Медведю давали поесть у кого что было: кто ломоть хлеба, кто соленый огурец. Подкрепившись, Мишка опять брался за ручку станка.
- Чудеса! - изумлялись печатники. - Вот тебе и помещичья забава! Гляди, как на революцию работает.
Так медведь стал Мишкой-печатником, и вопрос о том, что его нужно куда-то отдавать, отпал сам собой.
Но теперь возник новый, не менее сложный вопрос - чем кормить медведя? В тот первый год советской власти тяжко жилось революционным рабочим. Скупой паек: непременная осьмушка хлеба с примесями, немного сахара и махорки и иногда по талонам самые неожиданные вещи - эмалированные тазы, плиты жмыха, ящик спичек или невесть откуда взявшиеся соломенные дамские шляпки.
В такое время кормить Мишку мудреное дело. Неожиданный выход придумал Федя.
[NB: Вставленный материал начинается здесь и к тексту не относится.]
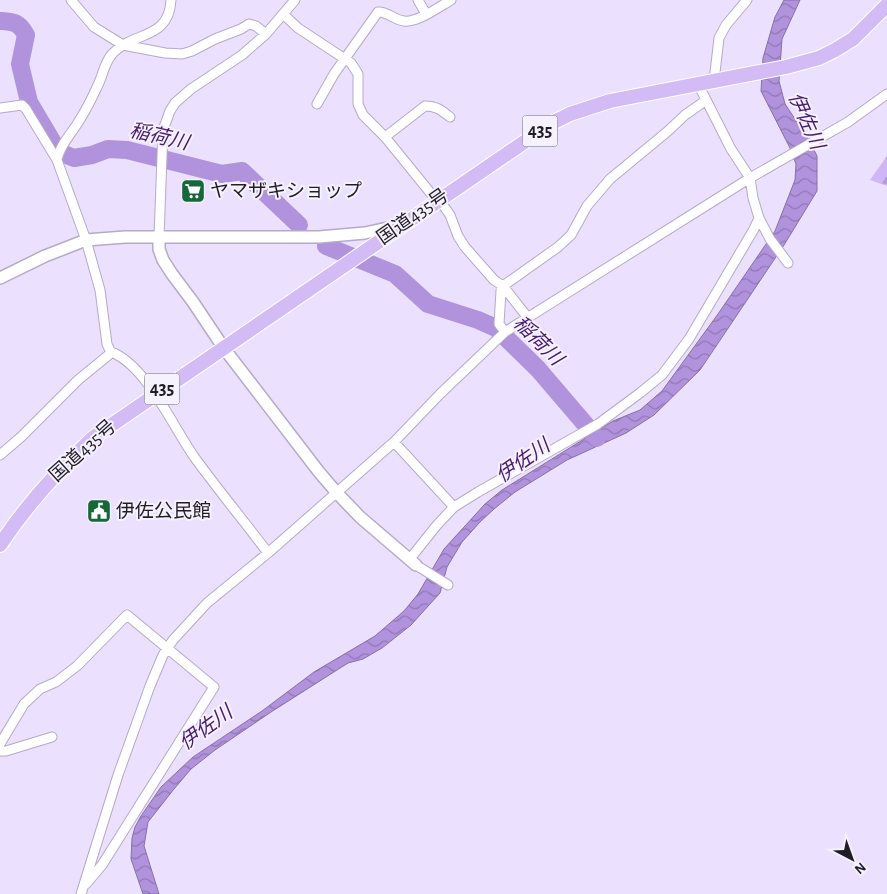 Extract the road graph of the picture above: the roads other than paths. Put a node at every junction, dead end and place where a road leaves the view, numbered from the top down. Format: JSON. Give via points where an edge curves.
{"nodes":[{"id":1,"x":71,"y":0,"type":"edge"},
{"id":2,"x":171,"y":0,"type":"edge"},
{"id":3,"x":295,"y":0,"type":"edge"},
{"id":4,"x":418,"y":0,"type":"edge"},
{"id":5,"x":451,"y":0,"type":"edge"},
{"id":6,"x":747,"y":0,"type":"edge"},
{"id":7,"x":887,"y":5,"type":"edge"},
{"id":8,"x":283,"y":14,"type":"junction"},
{"id":9,"x":426,"y":14,"type":"junction"},
{"id":10,"x":266,"y":34,"type":"junction"},
{"id":11,"x":123,"y":45,"type":"junction"},
{"id":12,"x":346,"y":59,"type":"junction"},
{"id":13,"x":714,"y":81,"type":"junction"},
{"id":14,"x":698,"y":84,"type":"junction"},
{"id":15,"x":887,"y":94,"type":"edge"},
{"id":16,"x":705,"y":101,"type":"junction"},
{"id":17,"x":317,"y":104,"type":"dead end"},
{"id":18,"x":0,"y":108,"type":"edge"},
{"id":19,"x":450,"y":117,"type":"dead end"},
{"id":20,"x":385,"y":137,"type":"junction"},
{"id":21,"x":57,"y":160,"type":"junction"},
{"id":22,"x":750,"y":178,"type":"junction"},
{"id":23,"x":437,"y":201,"type":"junction"},
{"id":24,"x":761,"y":222,"type":"junction"},
{"id":25,"x":402,"y":224,"type":"junction"},
{"id":26,"x":159,"y":237,"type":"junction"},
{"id":27,"x":86,"y":240,"type":"junction"},
{"id":28,"x":788,"y":263,"type":"dead end"},
{"id":29,"x":0,"y":278,"type":"edge"},
{"id":30,"x":503,"y":286,"type":"junction"},
{"id":31,"x":528,"y":318,"type":"junction"},
{"id":32,"x":505,"y":332,"type":"junction"},
{"id":33,"x":223,"y":348,"type":"junction"},
{"id":34,"x":111,"y":353,"type":"junction"},
{"id":35,"x":155,"y":395,"type":"junction"},
{"id":36,"x":394,"y":442,"type":"junction"},
{"id":37,"x":0,"y":455,"type":"edge"},
{"id":38,"x":337,"y":493,"type":"junction"},
{"id":39,"x":454,"y":508,"type":"junction"},
{"id":40,"x":0,"y":545,"type":"edge"},
{"id":41,"x":268,"y":553,"type":"junction"},
{"id":42,"x":412,"y":563,"type":"junction"},
{"id":43,"x":448,"y":585,"type":"dead end"},
{"id":44,"x":168,"y":647,"type":"junction"},
{"id":45,"x":52,"y":737,"type":"dead end"},
{"id":46,"x":0,"y":744,"type":"edge"},
{"id":47,"x":0,"y":751,"type":"edge"},
{"id":48,"x":82,"y":891,"type":"edge"}],
"edges":[{"from":1,"to":11,"type":"street","via":[[94,27]]},
{"from":2,"to":11,"type":"street","via":[[171,10],[157,30]]},
{"from":3,"to":8,"type":"street"},
{"from":4,"to":9,"type":"street"},
{"from":5,"to":9,"type":"street"},
{"from":6,"to":13,"type":"street","via":[[719,38]]},
{"from":7,"to":13,"type":"highway","name":"国道435号","number":"435","via":[[853,39],[819,58]]},
{"from":8,"to":10,"type":"street"},
{"from":8,"to":12,"type":"street","via":[[298,28]]},
{"from":9,"to":12,"type":"street","via":[[404,22],[378,12]]},
{"from":10,"to":11,"type":"street","via":[[249,24],[182,54]]},
{"from":10,"to":26,"type":"street","via":[[242,55],[191,89],[170,111],[163,130]]},
{"from":11,"to":21,"type":"street","via":[[109,58],[94,94]]},
{"from":12,"to":17,"type":"street"},
{"from":12,"to":20,"type":"street","via":[[358,74],[358,104],[363,116]]},
{"from":13,"to":14,"type":"highway","name":"国道435号","number":"435"},
{"from":14,"to":16,"type":"street"},
{"from":14,"to":23,"type":"highway","name":"国道435号","number":"435","via":[[610,101],[552,122]]},
{"from":15,"to":22,"type":"street","via":[[848,122]]},
{"from":16,"to":22,"type":"street"},
{"from":16,"to":30,"type":"street","via":[[610,179],[558,247]]},
{"from":18,"to":21,"type":"street","via":[[22,105]]},
{"from":19,"to":20,"type":"street","via":[[440,109],[425,106]]},
{"from":20,"to":23,"type":"street"},
{"from":21,"to":27,"type":"street"},
{"from":22,"to":24,"type":"street"},
{"from":22,"to":31,"type":"street"},
{"from":23,"to":25,"type":"highway","name":"国道435号","number":"435"},
{"from":23,"to":30,"type":"street","via":[[450,215],[465,247]]},
{"from":24,"to":28,"type":"street"},
{"from":24,"to":39,"type":"street","via":[[689,339],[662,374],[598,424]]},
{"from":25,"to":26,"type":"street","via":[[336,236]]},
{"from":25,"to":33,"type":"highway","name":"国道435号","number":"435"},
{"from":26,"to":27,"type":"street"},
{"from":26,"to":33,"type":"street","via":[[163,260]]},
{"from":27,"to":29,"type":"street"},
{"from":27,"to":34,"type":"street","via":[[100,290]]},
{"from":30,"to":31,"type":"street"},
{"from":30,"to":32,"type":"street","via":[[499,324]]},
{"from":31,"to":32,"type":"street"},
{"from":32,"to":36,"type":"street"},
{"from":33,"to":35,"type":"highway","name":"国道435号","number":"435"},
{"from":33,"to":38,"type":"street"},
{"from":34,"to":35,"type":"street","via":[[132,364]]},
{"from":34,"to":37,"type":"street"},
{"from":35,"to":40,"type":"highway","name":"国道435号","number":"435","via":[[94,437],[74,456],[31,501]]},
{"from":35,"to":41,"type":"street","via":[[194,457]]},
{"from":36,"to":38,"type":"street"},
{"from":36,"to":39,"type":"street"},
{"from":38,"to":41,"type":"street"},
{"from":38,"to":42,"type":"street"},
{"from":39,"to":42,"type":"street","via":[[437,525]]},
{"from":41,"to":44,"type":"street","via":[[207,603]]},
{"from":42,"to":43,"type":"street"},
{"from":44,"to":46,"type":"street","via":[[127,615],[77,666],[24,704]]},
{"from":44,"to":48,"type":"street","via":[[133,734]]},
{"from":44,"to":48,"type":"street","via":[[214,687],[102,865]]},
{"from":45,"to":47,"type":"street"}]}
- Пап, - сказал он однажды, - а что, если Мишку сделать рабочим типографии?
- Как это? - не понял дядя Петя, который находился тут же.
- А очень просто! Прийти к начальнику типографии и сказать, что к нам поступил новый рабочий. Михаил ну… Таптыгов. Ему паек дадут. И деньги получать станет.
- Обман? - усомнился отец.
- Какой же обман! Ведь он правда у нас работает!
Посовещались и решили - нет тут никакого обмана. Только немножко схитрить придется.
Начальником типографии в то время был рабочий с Оружейного завода, испытанный революционер. Но он слабо разбирался в тонкостях печатного дела, в цехах редко бывал и больше следил за политической жизнью рабочих: проверял, как они учатся, как проходят военные занятия на плацу за городом.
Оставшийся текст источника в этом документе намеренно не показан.